If someone grabbed the database from an EN server, would that database require years of computing power to decrypt?
These should be simple questions to answer yes or no.....there are many cloud backup providers, some provide users with the ability to use personal encryption password keys to ensure that the data is encrypted at rest......of course if the users forget these passwords, the data is not accessible by the user or the vendor.....this is the type of security we are asking for and willing to pay for.
We all love EN and want to put more and more data there, but we need to be sure that the data is properly secured.
-
I will be clear as to what I want:
I want my data synchronized with the online (cloud) version in a way that only I can access while logged in. I want the data to be encrypted on your server in a way that no one can access the data without the encryption key. You can use an encryption algorithm that uses the login password to create the encryption key.
I want the data at rest on your servers to be encrypted and secure so that if there is an EverNote security breech, I will know that my data is safe. If that means that EverNote can't use data mining against my data, so be it, but that might limit EverNote's revenue if they are monetizing our data in ways similar to the way Google does....i.e. targeted Ads
-
Only allowing encryption on local notebook is not a viable option, I left NeatReceipts to go to the cloud and now that I am thinking about putting confidential information into Evernote, encryption would be key. I understand why EverNote doesn't want to give us this ability, but we should still keep pushing for it.
Maybe they will throw us a bone and allow us to encrypt and protect specific notes/documents via an encryption password that would be only known to the user.....we all understand that encryption can be broken, but a targeted attack would be unlikely......an attack that grabs unencrypted data will happen, it is only a matter of time.

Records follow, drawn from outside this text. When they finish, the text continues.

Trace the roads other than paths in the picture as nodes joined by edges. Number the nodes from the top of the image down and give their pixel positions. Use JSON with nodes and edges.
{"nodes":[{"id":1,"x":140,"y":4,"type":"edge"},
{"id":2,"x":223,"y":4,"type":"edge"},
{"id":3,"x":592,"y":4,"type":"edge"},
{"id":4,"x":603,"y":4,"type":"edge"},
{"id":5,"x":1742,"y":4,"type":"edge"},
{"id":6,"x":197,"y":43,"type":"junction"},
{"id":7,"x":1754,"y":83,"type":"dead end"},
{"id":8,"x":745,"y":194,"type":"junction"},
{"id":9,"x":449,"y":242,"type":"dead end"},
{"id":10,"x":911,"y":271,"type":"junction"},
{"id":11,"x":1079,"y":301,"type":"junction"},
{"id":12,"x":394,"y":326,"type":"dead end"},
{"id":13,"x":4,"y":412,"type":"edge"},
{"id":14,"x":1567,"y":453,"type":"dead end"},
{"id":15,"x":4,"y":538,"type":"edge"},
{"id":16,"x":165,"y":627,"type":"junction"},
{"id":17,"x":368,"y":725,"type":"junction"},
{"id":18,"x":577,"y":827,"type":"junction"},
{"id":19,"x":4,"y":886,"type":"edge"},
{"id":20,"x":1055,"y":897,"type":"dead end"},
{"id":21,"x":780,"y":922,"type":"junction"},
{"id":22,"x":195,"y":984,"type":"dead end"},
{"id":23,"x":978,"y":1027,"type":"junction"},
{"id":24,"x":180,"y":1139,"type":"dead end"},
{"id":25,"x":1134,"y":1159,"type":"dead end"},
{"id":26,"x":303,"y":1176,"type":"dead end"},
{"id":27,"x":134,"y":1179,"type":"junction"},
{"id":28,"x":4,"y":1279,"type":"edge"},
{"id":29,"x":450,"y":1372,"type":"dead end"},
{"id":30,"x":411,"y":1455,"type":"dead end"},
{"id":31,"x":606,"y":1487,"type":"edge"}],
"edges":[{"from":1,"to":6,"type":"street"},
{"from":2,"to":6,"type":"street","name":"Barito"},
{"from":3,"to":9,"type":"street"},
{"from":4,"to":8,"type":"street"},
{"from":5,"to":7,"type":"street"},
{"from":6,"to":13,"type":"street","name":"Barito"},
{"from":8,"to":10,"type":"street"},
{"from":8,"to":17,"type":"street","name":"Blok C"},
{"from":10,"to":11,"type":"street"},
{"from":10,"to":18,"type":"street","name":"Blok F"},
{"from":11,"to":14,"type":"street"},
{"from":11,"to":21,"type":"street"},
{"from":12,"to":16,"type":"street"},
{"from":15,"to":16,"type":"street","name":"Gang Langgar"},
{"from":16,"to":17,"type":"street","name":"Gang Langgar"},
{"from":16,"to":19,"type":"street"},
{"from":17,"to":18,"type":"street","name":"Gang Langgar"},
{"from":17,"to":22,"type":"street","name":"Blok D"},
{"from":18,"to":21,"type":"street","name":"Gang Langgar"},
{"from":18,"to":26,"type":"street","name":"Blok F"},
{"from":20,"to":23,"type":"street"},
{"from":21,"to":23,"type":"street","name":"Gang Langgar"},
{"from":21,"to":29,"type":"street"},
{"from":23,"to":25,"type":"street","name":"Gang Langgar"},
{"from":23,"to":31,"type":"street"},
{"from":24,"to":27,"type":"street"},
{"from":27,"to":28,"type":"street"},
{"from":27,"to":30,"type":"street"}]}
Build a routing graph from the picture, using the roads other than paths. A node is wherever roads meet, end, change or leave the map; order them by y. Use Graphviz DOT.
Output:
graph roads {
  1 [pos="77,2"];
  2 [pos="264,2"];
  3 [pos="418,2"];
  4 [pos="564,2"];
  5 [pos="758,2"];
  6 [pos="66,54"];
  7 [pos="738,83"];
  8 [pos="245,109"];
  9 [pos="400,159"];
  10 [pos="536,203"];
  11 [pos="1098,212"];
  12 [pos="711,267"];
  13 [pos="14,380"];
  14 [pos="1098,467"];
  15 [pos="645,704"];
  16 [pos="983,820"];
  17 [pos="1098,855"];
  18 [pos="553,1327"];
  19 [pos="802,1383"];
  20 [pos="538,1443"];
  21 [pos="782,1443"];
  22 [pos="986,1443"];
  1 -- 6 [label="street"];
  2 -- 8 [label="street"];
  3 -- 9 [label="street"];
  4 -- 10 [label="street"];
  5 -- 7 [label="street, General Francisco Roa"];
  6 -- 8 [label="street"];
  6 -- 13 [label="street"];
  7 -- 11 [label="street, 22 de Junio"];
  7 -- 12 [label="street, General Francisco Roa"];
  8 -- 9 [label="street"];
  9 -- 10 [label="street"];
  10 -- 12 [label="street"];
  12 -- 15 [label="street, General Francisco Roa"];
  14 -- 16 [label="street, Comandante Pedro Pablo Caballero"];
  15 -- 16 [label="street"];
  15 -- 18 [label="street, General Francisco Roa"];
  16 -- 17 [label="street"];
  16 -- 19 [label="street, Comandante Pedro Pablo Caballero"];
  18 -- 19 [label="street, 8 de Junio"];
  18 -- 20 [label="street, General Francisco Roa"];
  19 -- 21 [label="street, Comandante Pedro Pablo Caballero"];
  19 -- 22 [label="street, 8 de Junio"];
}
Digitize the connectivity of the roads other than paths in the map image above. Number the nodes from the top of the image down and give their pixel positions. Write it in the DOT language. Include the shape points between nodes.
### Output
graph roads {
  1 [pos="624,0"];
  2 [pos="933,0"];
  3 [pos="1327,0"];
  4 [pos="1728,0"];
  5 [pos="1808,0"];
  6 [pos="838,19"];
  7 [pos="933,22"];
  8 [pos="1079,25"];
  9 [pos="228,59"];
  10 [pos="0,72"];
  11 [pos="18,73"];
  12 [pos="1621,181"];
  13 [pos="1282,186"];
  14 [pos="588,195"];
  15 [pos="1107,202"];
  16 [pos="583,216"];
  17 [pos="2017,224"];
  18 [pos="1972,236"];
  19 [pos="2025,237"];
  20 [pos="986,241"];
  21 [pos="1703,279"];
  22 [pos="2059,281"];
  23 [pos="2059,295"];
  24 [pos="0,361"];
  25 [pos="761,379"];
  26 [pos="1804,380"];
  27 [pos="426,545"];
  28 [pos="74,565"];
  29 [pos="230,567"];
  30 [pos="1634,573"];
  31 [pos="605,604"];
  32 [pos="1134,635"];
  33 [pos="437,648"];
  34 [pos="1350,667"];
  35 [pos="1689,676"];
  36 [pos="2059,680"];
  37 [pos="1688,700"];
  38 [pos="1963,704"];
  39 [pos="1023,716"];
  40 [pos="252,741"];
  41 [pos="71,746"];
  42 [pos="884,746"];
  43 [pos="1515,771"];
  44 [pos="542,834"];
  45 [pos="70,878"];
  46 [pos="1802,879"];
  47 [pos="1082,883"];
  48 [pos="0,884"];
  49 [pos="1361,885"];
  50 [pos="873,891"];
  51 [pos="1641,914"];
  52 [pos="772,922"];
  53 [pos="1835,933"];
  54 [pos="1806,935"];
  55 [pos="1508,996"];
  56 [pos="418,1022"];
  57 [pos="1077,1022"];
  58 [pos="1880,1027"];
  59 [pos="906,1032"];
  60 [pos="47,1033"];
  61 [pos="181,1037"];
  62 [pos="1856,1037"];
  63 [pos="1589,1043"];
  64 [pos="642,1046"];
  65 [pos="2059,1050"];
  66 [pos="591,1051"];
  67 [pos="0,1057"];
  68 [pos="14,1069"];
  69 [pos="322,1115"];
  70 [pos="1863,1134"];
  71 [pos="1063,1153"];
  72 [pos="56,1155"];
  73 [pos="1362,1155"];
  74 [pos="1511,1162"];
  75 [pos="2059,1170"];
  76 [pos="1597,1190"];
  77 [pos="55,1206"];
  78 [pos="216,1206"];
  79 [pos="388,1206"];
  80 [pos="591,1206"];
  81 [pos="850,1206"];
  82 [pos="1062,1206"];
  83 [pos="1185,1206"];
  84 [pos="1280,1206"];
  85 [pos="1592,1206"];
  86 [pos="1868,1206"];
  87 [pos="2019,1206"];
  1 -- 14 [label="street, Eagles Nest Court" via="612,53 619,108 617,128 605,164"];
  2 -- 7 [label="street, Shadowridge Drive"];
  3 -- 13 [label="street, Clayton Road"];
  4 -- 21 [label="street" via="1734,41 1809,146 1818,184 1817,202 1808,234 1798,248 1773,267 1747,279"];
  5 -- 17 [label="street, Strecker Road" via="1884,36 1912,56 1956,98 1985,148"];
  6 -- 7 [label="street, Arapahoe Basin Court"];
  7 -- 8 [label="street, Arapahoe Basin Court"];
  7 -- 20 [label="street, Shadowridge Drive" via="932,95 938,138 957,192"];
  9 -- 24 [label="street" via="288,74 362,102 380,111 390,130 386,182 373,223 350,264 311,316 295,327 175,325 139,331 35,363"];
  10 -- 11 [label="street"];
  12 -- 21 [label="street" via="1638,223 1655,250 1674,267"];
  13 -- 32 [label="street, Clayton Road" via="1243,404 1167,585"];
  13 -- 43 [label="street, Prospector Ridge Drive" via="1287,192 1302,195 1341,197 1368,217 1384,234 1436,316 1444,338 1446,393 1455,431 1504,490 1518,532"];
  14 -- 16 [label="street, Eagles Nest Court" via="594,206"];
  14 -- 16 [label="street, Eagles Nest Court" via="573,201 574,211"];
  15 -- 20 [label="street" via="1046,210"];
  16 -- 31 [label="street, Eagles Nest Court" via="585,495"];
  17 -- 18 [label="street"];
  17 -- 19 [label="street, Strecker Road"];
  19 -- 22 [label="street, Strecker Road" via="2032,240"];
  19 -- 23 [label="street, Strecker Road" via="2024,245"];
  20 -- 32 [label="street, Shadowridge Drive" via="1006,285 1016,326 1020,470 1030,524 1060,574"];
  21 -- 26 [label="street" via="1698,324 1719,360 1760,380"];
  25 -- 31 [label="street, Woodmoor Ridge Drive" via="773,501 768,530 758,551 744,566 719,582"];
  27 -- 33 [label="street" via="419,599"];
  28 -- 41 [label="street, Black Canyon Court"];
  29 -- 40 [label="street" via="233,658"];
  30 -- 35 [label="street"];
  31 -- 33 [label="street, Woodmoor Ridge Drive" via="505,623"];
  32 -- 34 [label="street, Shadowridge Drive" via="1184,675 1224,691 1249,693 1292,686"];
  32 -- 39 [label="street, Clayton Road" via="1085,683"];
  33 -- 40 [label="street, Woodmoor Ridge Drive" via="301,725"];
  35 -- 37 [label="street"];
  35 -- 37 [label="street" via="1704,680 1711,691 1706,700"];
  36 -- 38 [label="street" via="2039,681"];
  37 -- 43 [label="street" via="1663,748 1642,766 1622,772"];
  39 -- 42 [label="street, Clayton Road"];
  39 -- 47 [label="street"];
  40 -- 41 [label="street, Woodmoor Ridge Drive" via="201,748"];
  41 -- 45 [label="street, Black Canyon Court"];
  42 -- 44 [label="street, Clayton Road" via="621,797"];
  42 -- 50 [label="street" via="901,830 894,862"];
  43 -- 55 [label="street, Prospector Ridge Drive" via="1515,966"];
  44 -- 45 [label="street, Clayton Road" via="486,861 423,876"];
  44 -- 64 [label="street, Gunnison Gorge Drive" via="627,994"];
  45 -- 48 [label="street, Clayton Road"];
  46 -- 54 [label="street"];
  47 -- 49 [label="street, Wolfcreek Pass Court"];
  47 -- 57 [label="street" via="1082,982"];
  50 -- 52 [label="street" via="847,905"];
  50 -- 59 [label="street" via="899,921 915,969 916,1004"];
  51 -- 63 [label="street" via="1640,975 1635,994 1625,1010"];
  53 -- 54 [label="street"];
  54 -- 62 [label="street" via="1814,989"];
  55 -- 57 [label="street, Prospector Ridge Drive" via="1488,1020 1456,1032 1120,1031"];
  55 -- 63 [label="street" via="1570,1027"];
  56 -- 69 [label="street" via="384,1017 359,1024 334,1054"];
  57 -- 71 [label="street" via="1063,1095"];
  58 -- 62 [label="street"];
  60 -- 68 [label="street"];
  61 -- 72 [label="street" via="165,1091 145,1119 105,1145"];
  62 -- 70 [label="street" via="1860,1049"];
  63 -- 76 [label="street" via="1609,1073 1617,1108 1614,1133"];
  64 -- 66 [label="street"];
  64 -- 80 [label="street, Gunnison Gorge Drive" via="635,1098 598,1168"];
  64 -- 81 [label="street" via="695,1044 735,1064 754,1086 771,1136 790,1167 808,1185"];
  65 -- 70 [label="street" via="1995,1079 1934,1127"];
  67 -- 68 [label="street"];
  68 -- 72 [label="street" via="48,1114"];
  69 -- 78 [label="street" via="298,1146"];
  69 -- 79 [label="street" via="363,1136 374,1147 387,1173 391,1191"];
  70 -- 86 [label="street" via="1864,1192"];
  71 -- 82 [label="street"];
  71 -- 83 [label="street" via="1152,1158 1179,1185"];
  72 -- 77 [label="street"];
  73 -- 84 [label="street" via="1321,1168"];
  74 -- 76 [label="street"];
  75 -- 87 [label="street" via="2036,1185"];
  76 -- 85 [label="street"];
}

EverNote, give us some level of protection for our sensitive data
Password Protected Notebooks
in General Feature Requests
Posted
In the technology world that we live in, very little is not possible......all of these issues can be worked out if it is an area of interest of the vendor.
Encrypted data may have to wait for a local sync to the user's computer before indexed and synced back. Users would have to accept the fact that maybe the data processing would have to take place locally as a 2nd stage encryption password may be envied to provide true "zero knowledge".
I think we have beaten this topic up enough. I am not sure who reads these blogs at EverNote, but I may reach out to the CTO and make the suggestion.